HOW TO COMPLETE THIS TASK:
The answer is the full set of records, given again exactly and without images.

INPUT DATA:

==*==

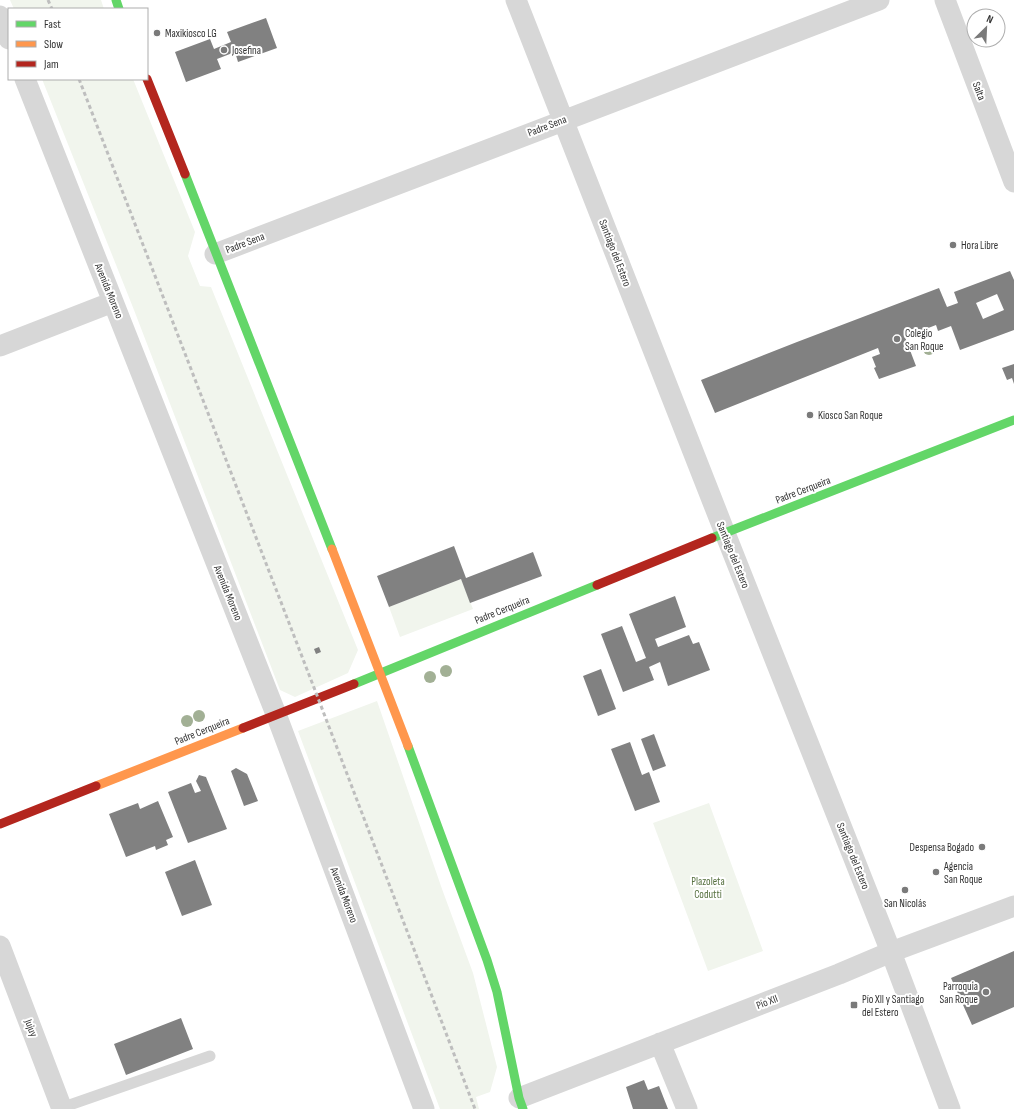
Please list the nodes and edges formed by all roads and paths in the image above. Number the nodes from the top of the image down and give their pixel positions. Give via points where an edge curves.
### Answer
1 (516, 0) edge
2 (879, 0) edge
3 (945, 0) edge
4 (0, 16) edge
5 (8, 36) edge
6 (25, 80) edge
7 (147, 80) edge
8 (563, 120) junction
9 (1014, 182) edge
10 (215, 254) junction
11 (113, 302) junction
12 (0, 346) edge
13 (1014, 420) edge
14 (724, 533) junction
15 (380, 672) junction
16 (276, 714) junction
17 (0, 824) edge
18 (1014, 906) edge
19 (0, 946) edge
20 (891, 952) junction
21 (660, 1043) junction
22 (210, 1056) dead end
23 (521, 1104) edge
24 (61, 1109) edge
25 (424, 1109) edge
26 (686, 1109) edge
27 (950, 1109) edge

1 - 8 street, Santiago del Estero
2 - 8 street, Padre Sena
3 - 9 street, Salta
4 - 5 street
6 - 11 street, Avenida Moreno
7 - 10 street
8 - 10 street, Padre Sena
8 - 14 street, Santiago del Estero
10 - 15 street
11 - 12 street
11 - 16 street, Avenida Moreno
13 - 14 street, Padre Cerqueira
14 - 15 street, Padre Cerqueira
14 - 20 street, Santiago del Estero
15 - 16 street, Padre Cerqueira
15 - 23 street via 487,960 497,992
16 - 17 street, Padre Cerqueira
16 - 25 street, Avenida Moreno
18 - 20 street, Pío XII
19 - 24 street, Jujuy
20 - 21 street, Pío XII
20 - 27 street, Santiago del Estero
21 - 23 street, Pío XII
21 - 26 street
22 - 24 lane

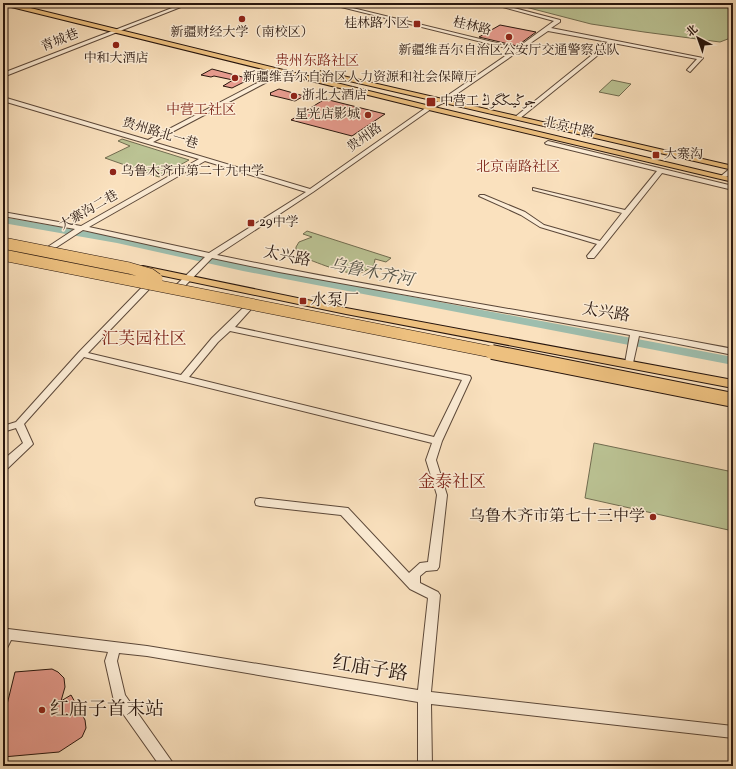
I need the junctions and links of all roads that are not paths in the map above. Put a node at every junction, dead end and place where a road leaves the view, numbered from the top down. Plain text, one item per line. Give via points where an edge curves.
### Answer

==*==

OUTPUT:
Please list the nodes and edges formed by all roads and paths in the image above. Number the nodes from the top of the image down and give their pixel positions. Give via points where an edge curves.
### Answer
1 (516, 0) edge
2 (879, 0) edge
3 (945, 0) edge
4 (0, 16) edge
5 (8, 36) edge
6 (25, 80) edge
7 (147, 80) edge
8 (563, 120) junction
9 (1014, 182) edge
10 (215, 254) junction
11 (113, 302) junction
12 (0, 346) edge
13 (1014, 420) edge
14 (724, 533) junction
15 (380, 672) junction
16 (276, 714) junction
17 (0, 824) edge
18 (1014, 906) edge
19 (0, 946) edge
20 (891, 952) junction
21 (660, 1043) junction
22 (210, 1056) dead end
23 (521, 1104) edge
24 (61, 1109) edge
25 (424, 1109) edge
26 (686, 1109) edge
27 (950, 1109) edge

1 - 8 street, Santiago del Estero
2 - 8 street, Padre Sena
3 - 9 street, Salta
4 - 5 street
6 - 11 street, Avenida Moreno
7 - 10 street
8 - 10 street, Padre Sena
8 - 14 street, Santiago del Estero
10 - 15 street
11 - 12 street
11 - 16 street, Avenida Moreno
13 - 14 street, Padre Cerqueira
14 - 15 street, Padre Cerqueira
14 - 20 street, Santiago del Estero
15 - 16 street, Padre Cerqueira
15 - 23 street via 487,960 497,992
16 - 17 street, Padre Cerqueira
16 - 25 street, Avenida Moreno
18 - 20 street, Pío XII
19 - 24 street, Jujuy
20 - 21 street, Pío XII
20 - 27 street, Santiago del Estero
21 - 23 street, Pío XII
21 - 26 street
22 - 24 lane

I need the junctions and links of all roads that are not paths in the map above. Put a node at every junction, dead end and place where a road leaves the view, numbered from the top down. Plain text, one item per line. Give via points where an edge curves.
### Answer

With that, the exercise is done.